Chronic administration of the catecholestrogens 2-OH-estrone (2-OH 1) and 2-OH-estradiol (2-OHE 2), of tamoxifen and its metabolites and of high concentrations of estradiol have been previously shown to inhibit the growth of the estrogen/progesterone receptor-positive transplantable prolactin (PRL)-secreting rat putuitary tumor 7315a. The mechanism of action of these inhibitory effects on tumor growth is unknown. In the present study we investigated the direct effects of these compounds on PRL release by a tumor cell clone derived from the 7315a tumor. E 2 stimulated PRL release in FCS ABS (10% estrogen-stripped fetal calf serum)-cultured tumor cells in a biphasic manner: at low concentrations (0.1–100 nM) there was a dose-dependent stimulation of PRL release, which decreased in response to 1 μM E 2 and which was greatly inhibited by 10 μM E 2. Both 2-OHE 2 (100 nM and 1 μM) and 2-OHE 2 (1 μM) inhibited PRL release by FCS-cultured tumor cells. In FCS ABS-cultured tumor cells, 0.1–10 nM 2-OHE 1 and 1 μM 2-OHE 2 inhibited PRL release, but 1–100 nM 2-OHE 2 stimulated PRL release. Tamoxifen (TMX) and its metabolites dihydroxy (di-OH-TMX) and 4-hydroxytamoxifen (4-OH-TMX) inhibited PRL in a dose-dependent manner. The PRL release inhibiting effect of 4-OH-TMX was 100 times more potent that those of TMX and di-OH-TMX, which were similar in their effect. The inhibitory effects of micromolar concentrations of the cathecholestrogens on PRL release could be overcome by estradiol, while the inhibitory effects of high concentrations of tamoxifen were not prevented by estradiol. Both “endogenous” (catecholestrogens) and “exogenous” (tamoxifen and its metabolites) anti-estrogens and very high concentrations of estradiol directly inhibit PRL secretion by cultured pituitary tumor cells.
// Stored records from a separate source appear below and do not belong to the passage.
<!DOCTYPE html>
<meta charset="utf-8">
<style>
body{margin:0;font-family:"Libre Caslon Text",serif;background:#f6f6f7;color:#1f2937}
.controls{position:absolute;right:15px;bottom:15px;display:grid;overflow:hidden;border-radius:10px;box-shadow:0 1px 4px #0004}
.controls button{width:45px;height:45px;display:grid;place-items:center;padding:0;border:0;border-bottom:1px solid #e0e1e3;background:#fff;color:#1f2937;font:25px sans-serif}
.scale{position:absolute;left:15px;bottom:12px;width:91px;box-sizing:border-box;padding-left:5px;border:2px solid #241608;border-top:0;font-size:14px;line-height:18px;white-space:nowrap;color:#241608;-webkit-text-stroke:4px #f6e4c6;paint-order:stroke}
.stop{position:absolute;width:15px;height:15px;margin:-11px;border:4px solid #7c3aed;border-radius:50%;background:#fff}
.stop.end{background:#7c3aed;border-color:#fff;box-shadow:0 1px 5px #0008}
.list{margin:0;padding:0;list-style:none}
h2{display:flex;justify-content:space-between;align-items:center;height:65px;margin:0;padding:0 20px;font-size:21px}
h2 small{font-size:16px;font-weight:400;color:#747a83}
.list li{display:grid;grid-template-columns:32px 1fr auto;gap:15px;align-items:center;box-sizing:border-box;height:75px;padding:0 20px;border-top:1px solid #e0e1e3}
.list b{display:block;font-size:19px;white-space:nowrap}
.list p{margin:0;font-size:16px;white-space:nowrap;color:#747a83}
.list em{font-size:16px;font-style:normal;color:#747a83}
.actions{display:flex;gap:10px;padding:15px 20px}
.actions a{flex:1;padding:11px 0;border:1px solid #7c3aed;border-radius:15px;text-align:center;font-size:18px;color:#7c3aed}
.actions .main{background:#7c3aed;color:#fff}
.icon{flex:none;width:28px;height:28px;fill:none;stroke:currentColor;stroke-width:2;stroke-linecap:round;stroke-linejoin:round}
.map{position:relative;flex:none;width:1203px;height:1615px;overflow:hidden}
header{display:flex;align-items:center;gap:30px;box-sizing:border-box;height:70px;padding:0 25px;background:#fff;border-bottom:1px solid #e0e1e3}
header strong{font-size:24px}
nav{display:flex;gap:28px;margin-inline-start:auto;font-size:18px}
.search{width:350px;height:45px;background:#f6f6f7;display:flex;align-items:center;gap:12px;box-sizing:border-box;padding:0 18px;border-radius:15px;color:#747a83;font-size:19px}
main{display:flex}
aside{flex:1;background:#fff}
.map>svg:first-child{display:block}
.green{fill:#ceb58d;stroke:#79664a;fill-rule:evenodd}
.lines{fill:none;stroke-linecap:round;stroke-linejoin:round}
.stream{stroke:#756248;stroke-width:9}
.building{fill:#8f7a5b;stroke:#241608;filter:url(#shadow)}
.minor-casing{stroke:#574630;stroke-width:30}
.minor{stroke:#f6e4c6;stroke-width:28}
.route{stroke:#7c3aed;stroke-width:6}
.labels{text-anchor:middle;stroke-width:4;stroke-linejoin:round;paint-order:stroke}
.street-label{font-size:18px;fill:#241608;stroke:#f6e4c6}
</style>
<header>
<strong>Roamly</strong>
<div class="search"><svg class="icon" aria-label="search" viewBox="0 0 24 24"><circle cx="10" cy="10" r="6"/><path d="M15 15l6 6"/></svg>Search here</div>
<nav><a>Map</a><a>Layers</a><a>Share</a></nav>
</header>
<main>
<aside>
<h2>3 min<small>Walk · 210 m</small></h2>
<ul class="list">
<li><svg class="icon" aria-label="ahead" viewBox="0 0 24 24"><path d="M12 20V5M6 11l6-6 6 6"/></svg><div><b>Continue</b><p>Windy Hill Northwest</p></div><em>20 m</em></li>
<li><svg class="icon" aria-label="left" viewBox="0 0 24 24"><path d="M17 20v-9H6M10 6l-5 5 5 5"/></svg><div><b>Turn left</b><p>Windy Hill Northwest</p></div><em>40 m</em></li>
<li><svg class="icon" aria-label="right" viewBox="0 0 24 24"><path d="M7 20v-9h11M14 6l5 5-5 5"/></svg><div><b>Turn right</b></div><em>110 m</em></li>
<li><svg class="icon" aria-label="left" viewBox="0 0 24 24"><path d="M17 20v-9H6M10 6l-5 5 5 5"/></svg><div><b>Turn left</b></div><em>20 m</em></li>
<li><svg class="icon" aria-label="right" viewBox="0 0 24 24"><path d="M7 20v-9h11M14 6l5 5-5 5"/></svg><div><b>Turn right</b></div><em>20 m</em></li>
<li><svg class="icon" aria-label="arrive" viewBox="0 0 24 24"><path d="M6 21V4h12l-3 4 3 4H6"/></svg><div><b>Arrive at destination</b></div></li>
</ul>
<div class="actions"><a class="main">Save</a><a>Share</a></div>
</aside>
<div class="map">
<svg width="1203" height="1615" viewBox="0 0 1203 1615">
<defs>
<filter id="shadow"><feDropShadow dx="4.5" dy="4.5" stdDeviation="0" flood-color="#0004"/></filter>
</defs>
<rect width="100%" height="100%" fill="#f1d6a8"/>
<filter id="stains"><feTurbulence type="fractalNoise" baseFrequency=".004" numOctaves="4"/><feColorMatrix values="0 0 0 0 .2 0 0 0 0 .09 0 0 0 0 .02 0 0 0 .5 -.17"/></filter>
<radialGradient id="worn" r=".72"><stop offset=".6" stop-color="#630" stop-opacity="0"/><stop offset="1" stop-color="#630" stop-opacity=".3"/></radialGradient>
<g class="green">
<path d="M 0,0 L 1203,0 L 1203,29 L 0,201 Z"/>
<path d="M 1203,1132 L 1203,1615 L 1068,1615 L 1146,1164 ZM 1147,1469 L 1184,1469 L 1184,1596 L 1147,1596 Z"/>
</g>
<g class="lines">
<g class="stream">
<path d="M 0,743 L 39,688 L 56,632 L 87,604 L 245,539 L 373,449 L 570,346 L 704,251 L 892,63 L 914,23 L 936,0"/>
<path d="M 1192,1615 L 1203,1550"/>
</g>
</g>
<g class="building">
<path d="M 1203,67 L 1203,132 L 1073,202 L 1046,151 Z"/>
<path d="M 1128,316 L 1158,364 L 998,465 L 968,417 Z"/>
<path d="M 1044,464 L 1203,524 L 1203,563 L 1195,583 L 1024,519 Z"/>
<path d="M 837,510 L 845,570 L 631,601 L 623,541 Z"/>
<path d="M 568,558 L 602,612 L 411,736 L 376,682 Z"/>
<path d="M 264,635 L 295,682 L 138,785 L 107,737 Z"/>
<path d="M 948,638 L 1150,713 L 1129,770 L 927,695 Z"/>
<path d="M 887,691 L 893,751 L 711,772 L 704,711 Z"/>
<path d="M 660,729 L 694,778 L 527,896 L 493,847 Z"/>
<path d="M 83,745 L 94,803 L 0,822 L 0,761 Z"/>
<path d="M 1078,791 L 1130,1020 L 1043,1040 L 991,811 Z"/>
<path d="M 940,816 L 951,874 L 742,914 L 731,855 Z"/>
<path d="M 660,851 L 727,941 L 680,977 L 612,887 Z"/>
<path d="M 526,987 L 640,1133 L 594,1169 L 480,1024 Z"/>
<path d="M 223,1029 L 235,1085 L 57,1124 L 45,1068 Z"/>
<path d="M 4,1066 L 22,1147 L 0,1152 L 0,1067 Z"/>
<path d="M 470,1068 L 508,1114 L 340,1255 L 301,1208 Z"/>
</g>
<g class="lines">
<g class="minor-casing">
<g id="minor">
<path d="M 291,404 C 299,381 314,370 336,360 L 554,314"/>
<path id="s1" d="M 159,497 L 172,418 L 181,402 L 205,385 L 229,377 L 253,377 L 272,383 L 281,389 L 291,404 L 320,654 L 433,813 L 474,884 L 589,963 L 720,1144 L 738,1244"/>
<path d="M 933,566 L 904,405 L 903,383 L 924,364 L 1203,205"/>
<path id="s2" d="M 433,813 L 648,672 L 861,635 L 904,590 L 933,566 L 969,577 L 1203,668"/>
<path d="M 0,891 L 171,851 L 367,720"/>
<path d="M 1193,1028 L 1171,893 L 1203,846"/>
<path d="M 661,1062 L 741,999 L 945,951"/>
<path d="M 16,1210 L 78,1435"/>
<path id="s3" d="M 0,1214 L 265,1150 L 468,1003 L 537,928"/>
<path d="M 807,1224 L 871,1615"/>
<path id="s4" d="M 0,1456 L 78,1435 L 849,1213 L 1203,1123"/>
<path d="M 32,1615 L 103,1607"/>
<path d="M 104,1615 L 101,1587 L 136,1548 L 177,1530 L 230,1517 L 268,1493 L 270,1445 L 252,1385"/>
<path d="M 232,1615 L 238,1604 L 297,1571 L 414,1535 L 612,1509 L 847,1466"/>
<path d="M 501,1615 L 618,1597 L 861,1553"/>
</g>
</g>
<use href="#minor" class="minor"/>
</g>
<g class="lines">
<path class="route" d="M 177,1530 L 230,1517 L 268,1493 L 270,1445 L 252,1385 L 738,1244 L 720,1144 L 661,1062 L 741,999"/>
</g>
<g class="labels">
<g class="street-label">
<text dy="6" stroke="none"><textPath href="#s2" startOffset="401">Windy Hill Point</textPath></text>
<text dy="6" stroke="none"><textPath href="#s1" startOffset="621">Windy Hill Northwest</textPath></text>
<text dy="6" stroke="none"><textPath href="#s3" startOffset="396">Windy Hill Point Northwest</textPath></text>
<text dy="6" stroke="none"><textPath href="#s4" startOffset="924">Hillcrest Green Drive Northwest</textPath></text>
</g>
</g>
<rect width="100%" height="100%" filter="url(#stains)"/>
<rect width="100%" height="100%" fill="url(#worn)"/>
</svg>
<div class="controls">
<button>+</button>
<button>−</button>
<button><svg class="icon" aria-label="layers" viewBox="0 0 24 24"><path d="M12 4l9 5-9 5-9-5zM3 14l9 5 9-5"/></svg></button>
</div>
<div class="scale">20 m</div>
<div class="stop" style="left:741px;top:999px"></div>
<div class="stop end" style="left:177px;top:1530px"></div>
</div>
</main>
The mechanism of their anti-tumor effects, however, seems to differ. The catecholestrogens have direct anti-estrogenic effects on cultured tumor cells, which can be antagonized by estradiol. The final effect of their mixed antagonistic/agonistic action depends on the presence or absence of estrogens in the culture medium. Tamoxifen also affects tumor growth probably mainly via a direct effect, partly involving anti-estrogenic and partly direct toxic effects.